Saved entries

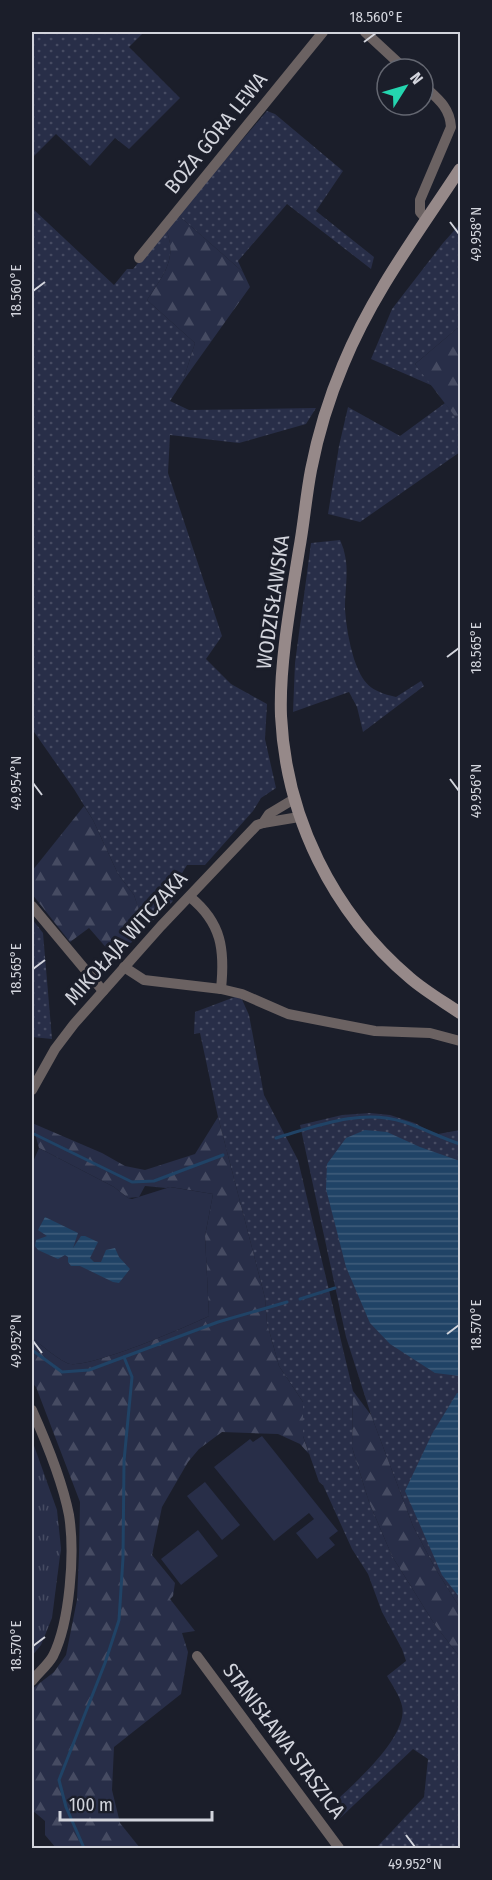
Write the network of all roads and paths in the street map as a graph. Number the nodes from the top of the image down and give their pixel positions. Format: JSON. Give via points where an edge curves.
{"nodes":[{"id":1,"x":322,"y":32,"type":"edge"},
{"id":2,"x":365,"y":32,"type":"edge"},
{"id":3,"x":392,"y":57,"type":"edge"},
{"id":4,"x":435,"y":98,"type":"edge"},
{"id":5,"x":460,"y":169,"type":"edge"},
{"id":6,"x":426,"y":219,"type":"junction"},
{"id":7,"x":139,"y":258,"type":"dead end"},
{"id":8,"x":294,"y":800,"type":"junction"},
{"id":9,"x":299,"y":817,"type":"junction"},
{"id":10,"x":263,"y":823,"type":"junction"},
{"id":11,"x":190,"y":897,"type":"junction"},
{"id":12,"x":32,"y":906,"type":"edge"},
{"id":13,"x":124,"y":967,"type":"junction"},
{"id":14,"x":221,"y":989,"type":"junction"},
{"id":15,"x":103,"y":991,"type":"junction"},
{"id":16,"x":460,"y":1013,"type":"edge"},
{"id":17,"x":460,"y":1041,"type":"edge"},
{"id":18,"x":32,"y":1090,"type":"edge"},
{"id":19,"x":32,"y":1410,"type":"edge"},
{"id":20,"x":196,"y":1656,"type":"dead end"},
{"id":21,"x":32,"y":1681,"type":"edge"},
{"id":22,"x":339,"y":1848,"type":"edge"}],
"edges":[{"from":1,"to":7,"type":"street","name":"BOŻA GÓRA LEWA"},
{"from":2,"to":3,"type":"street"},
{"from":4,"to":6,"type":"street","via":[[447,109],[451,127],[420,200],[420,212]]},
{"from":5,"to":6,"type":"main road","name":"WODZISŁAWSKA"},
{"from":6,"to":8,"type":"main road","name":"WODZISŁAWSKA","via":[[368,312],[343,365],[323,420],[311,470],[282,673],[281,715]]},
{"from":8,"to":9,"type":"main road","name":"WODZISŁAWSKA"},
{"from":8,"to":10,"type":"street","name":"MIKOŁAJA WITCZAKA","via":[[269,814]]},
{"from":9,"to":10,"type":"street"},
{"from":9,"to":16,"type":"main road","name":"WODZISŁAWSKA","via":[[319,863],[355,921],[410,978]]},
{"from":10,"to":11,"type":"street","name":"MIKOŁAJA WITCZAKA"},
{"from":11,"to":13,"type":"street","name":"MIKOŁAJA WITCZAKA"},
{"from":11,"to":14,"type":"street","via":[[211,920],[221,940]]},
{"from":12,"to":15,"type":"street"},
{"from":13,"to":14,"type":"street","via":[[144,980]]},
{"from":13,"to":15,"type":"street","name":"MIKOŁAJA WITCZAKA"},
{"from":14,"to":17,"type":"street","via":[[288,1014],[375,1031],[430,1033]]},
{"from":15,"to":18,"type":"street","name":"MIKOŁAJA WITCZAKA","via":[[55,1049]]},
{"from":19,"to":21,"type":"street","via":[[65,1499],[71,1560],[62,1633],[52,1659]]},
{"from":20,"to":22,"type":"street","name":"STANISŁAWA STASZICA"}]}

(BRIEF): Could every line above be set down exactly, with the pictures omitted?

(SOLUTION TO THIS PROBLEM):
Write the network of all roads and paths in the street map as a graph. Number the nodes from the top of the image down and give their pixel positions. Format: JSON. Give via points where an edge curves.
{"nodes":[{"id":1,"x":322,"y":32,"type":"edge"},
{"id":2,"x":365,"y":32,"type":"edge"},
{"id":3,"x":392,"y":57,"type":"edge"},
{"id":4,"x":435,"y":98,"type":"edge"},
{"id":5,"x":460,"y":169,"type":"edge"},
{"id":6,"x":426,"y":219,"type":"junction"},
{"id":7,"x":139,"y":258,"type":"dead end"},
{"id":8,"x":294,"y":800,"type":"junction"},
{"id":9,"x":299,"y":817,"type":"junction"},
{"id":10,"x":263,"y":823,"type":"junction"},
{"id":11,"x":190,"y":897,"type":"junction"},
{"id":12,"x":32,"y":906,"type":"edge"},
{"id":13,"x":124,"y":967,"type":"junction"},
{"id":14,"x":221,"y":989,"type":"junction"},
{"id":15,"x":103,"y":991,"type":"junction"},
{"id":16,"x":460,"y":1013,"type":"edge"},
{"id":17,"x":460,"y":1041,"type":"edge"},
{"id":18,"x":32,"y":1090,"type":"edge"},
{"id":19,"x":32,"y":1410,"type":"edge"},
{"id":20,"x":196,"y":1656,"type":"dead end"},
{"id":21,"x":32,"y":1681,"type":"edge"},
{"id":22,"x":339,"y":1848,"type":"edge"}],
"edges":[{"from":1,"to":7,"type":"street","name":"BOŻA GÓRA LEWA"},
{"from":2,"to":3,"type":"street"},
{"from":4,"to":6,"type":"street","via":[[447,109],[451,127],[420,200],[420,212]]},
{"from":5,"to":6,"type":"main road","name":"WODZISŁAWSKA"},
{"from":6,"to":8,"type":"main road","name":"WODZISŁAWSKA","via":[[368,312],[343,365],[323,420],[311,470],[282,673],[281,715]]},
{"from":8,"to":9,"type":"main road","name":"WODZISŁAWSKA"},
{"from":8,"to":10,"type":"street","name":"MIKOŁAJA WITCZAKA","via":[[269,814]]},
{"from":9,"to":10,"type":"street"},
{"from":9,"to":16,"type":"main road","name":"WODZISŁAWSKA","via":[[319,863],[355,921],[410,978]]},
{"from":10,"to":11,"type":"street","name":"MIKOŁAJA WITCZAKA"},
{"from":11,"to":13,"type":"street","name":"MIKOŁAJA WITCZAKA"},
{"from":11,"to":14,"type":"street","via":[[211,920],[221,940]]},
{"from":12,"to":15,"type":"street"},
{"from":13,"to":14,"type":"street","via":[[144,980]]},
{"from":13,"to":15,"type":"street","name":"MIKOŁAJA WITCZAKA"},
{"from":14,"to":17,"type":"street","via":[[288,1014],[375,1031],[430,1033]]},
{"from":15,"to":18,"type":"street","name":"MIKOŁAJA WITCZAKA","via":[[55,1049]]},
{"from":19,"to":21,"type":"street","via":[[65,1499],[71,1560],[62,1633],[52,1659]]},
{"from":20,"to":22,"type":"street","name":"STANISŁAWA STASZICA"}]}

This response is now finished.